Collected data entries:
=== Begin Enclosure ===
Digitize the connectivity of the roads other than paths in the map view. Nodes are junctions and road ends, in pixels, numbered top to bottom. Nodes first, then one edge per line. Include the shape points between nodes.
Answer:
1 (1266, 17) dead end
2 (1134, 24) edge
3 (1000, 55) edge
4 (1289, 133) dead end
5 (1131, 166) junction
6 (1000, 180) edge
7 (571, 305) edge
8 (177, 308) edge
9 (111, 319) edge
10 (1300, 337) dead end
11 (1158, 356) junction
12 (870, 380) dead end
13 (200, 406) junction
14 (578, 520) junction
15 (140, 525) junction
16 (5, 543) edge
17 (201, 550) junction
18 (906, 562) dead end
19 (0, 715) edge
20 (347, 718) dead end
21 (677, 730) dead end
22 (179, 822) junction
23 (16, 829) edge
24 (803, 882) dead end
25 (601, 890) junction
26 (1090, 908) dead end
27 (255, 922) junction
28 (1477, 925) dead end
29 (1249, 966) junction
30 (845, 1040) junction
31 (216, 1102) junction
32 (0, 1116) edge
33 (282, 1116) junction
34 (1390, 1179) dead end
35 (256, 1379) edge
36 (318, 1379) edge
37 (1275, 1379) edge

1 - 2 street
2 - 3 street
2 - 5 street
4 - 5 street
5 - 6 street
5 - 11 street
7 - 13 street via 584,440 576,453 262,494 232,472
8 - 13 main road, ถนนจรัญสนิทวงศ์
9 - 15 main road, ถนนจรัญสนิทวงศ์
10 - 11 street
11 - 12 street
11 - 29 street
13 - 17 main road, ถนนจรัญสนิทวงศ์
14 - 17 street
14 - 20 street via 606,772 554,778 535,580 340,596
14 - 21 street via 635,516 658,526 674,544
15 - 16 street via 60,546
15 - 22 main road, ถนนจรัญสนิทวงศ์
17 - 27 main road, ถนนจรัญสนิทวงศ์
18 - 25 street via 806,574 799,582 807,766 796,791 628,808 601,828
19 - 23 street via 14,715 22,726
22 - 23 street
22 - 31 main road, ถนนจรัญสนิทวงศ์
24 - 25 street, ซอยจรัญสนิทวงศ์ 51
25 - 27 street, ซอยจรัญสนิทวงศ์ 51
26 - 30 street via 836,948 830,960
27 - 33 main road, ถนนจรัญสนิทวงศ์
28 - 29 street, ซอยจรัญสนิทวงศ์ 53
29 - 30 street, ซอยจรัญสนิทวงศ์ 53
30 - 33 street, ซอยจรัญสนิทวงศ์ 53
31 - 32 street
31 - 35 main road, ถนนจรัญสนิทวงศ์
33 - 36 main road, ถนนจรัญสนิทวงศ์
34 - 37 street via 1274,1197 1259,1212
=== End Enclosure ===
**Problem to work on**:
The lines in the entries above that carry the word "main" must be copied.

**Your solution**:
8 - 13 main road, ถนนจรัญสนิทวงศ์
9 - 15 main road, ถนนจรัญสนิทวงศ์
13 - 17 main road, ถนนจรัญสนิทวงศ์
15 - 22 main road, ถนนจรัญสนิทวงศ์
17 - 27 main road, ถนนจรัญสนิทวงศ์
22 - 31 main road, ถนนจรัญสนิทวงศ์
27 - 33 main road, ถนนจรัญสนิทวงศ์
31 - 35 main road, ถนนจรัญสนิทวงศ์
33 - 36 main road, ถนนจรัญสนิทวงศ์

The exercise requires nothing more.